Notable Individuals and Sentences
A lawyer and former senator for the Forza Italia party of former premier Silvio Berlusconi, Giancarlo Pittelli, was among the most notable individuals to receive sentences. The court sentenced Pittelli to eleven years in prison for his part in a mafia-like organization.
The convictions of additional individuals encompassed high-ranking officials, professionals from diverse sectors, and civil servants—all of whom played a pivotal role in facilitating the ‘Ndrangheta’s infiltration of the legitimate economy and state institutions.
The court acquitted over one hundred of the defendants.
Police secured the justices who were presiding over the case in response to concerns for their personal safety.
‘Ndrangheta’s Global Reach and Operations
One of the world’s most dangerous criminal organisations is the ‘Ndrangheta, which originated in poor Calabria. An estimated eighty percent of the cocaine market in Europe is under its control.
Experts estimate the gang’s yearly revenue to be around $60 billion (£49 billion).
The trial took place in a high-security courthouse converted from a contact centre in Lamezia Terme’s outskirts. It had cages for the accused and room for 600 lawyers and 900 witnesses. Included among the charges were homicide, extortion, narcotic trafficking, loan-seeking, office misuse, and money laundering.
Three years of proceedings revealed the Calabrian syndicate’s involvement in South America and Australia. Ballot rigging and corrupting local officials and public institutions, including the health system, were methods by which its members infiltrated the local economy.
Testimonies and Inner Workings of the ‘Ndrangheta
The judges reviewed thousands of hours of testimony in the largest trial since the 1980s. Former mobsters who testified for the court system described the Mancuso family and its colleagues’ operations. The Mancuso family controls a vast portion of the province of Vibo Valentia.
The Mancuso family, hailing from the municipality of Limbadi, ranks among the most formidable of the ‘Ndrangheta’s 150 factions.
Professor of criminology at the University of Exeter Anna Sergi remarked, “This trial validates the convictions of traditional mafiosi who were convicted of offenses more commonly associated with illegal activities, such as drug trafficking or extortion.”
She added that it’s important to recognise how demographic groupings like white-collar professionals provide a more complete picture. This understanding extends to the province as a whole and the interrelationships among different mafia factions.
Unveiling ‘Ndrangheta’s Operations and Response
Law enforcement detained the majority of offenders in December 2019 following a 2016 investigation in eleven Italian regions. In Vibo Valentia, under the Mancuso clan of the ‘Ndragheta, 2,500 officers targeted suspects.
Over fifty former mafia members, including Emanuele Mancuso, the nephew of Luigi Mancuso, consented to cooperate with the trial.
Their testimony illuminated the inner workings of one of the most formidable mobs in Italy. Members of the ‘Ndrangheta allegedly concealed firearms in cemetery chapels and diverted public water supplies for marijuana cultivation. Additionally, the trial reported that they utilized ambulances to transport drugs.

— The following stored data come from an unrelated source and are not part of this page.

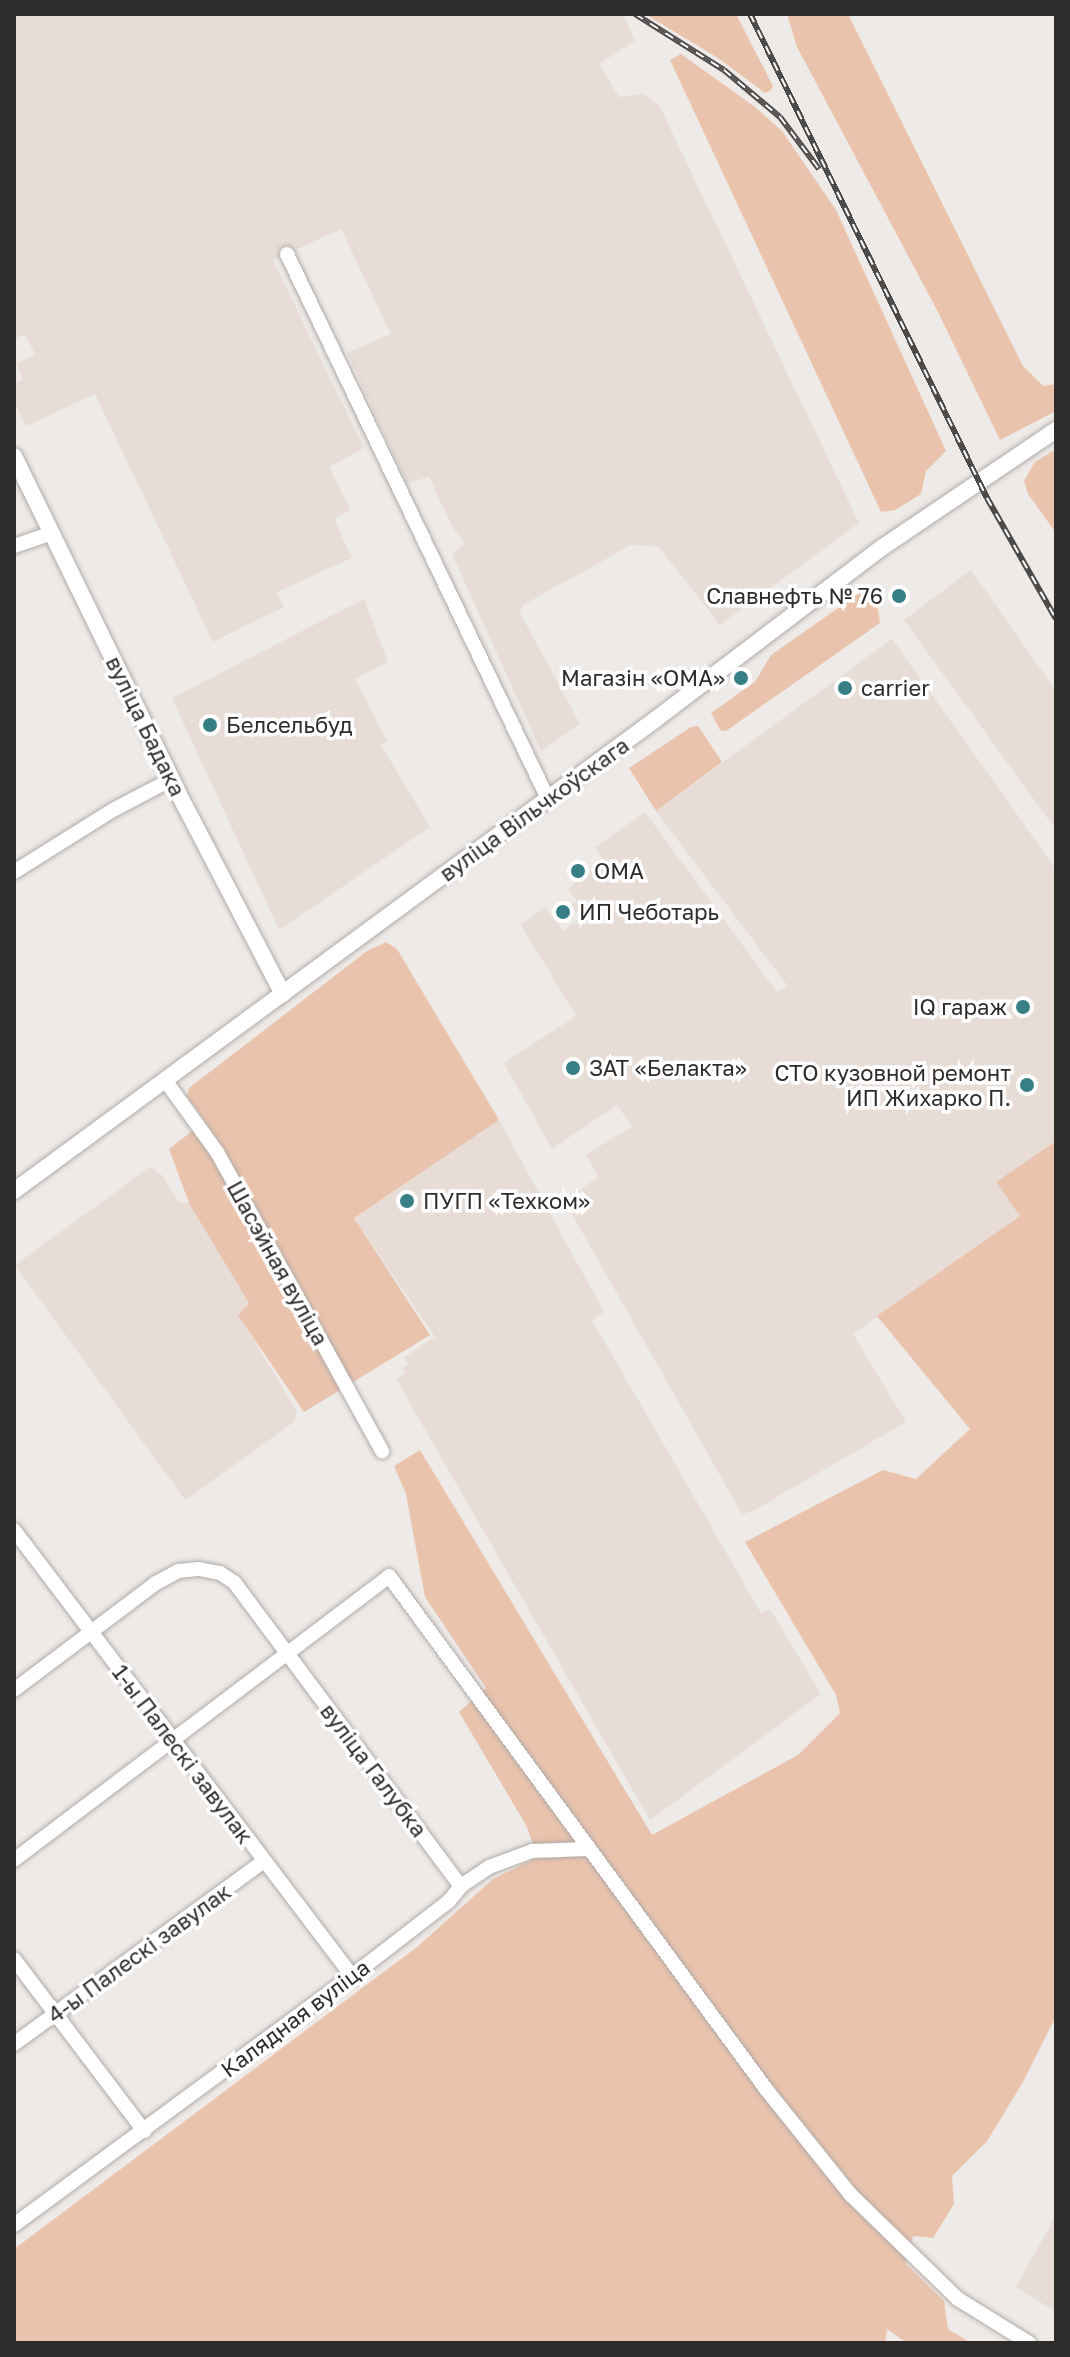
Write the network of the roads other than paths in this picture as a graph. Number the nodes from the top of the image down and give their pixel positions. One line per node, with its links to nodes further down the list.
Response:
1 (287, 254): 7 (street)
2 (1056, 430): 7 (main road, вуліца Вільчкоўскага)
3 (14, 456): 4 (main road, вуліца Бадака)
4 (52, 533): 5 (street); 6 (main road, вуліца Бадака)
5 (14, 546)
6 (172, 779): 8 (street); 9 (main road, вуліца Бадака)
7 (548, 799): 9 (main road, вуліца Вільчкоўскага)
8 (14, 872)
9 (283, 994): 10 (main road, вуліца Вільчкоўскага)
10 (165, 1080): 11 (main road, вуліца Вільчкоўскага); 12 (street, Шасэйная вуліца)
11 (14, 1191)
12 (382, 1451)
13 (15, 1534): 14 (street, 1-ы Палескі завулак)
14 (90, 1631): 15 (street, вуліца Галубка); 16 (street, вуліца Галубка); 17 (street, 1-ы Палескі завулак)
15 (286, 1655): 17 (street); 18 (street); 21 (street, вуліца Галубка)
16 (14, 1690)
17 (173, 1740): 19 (street); 20 (street, 1-ы Палескі завулак)
18 (588, 1849): 21 (street, Калядная вуліца); 28 (street)
19 (14, 1860)
20 (264, 1861): 23 (street, 1-ы Палескі завулак); 24 (street, 4-ы Палескі завулак)
21 (461, 1886): 23 (street, Калядная вуліца)
22 (14, 1959): 24 (street)
23 (352, 1976): 26 (street, Калядная вуліца)
24 (55, 2014): 25 (street, 4-ы Палескі завулак); 26 (street)
25 (14, 2044)
26 (144, 2131): 27 (street, Калядная вуліца)
27 (14, 2225)
28 (1029, 2343)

Dreadful repercussions met opponents of the organized crime syndicate. There were goat heads and dead pups left in front of homes, burnt cars, and vandalised storefront windows.
The initial sequence of statements illustrates the formidable nature of countering the ‘Ndrangheta on account of its political, economic, and financial ties, according to writer and expert on organized crime Antonio Nicaso.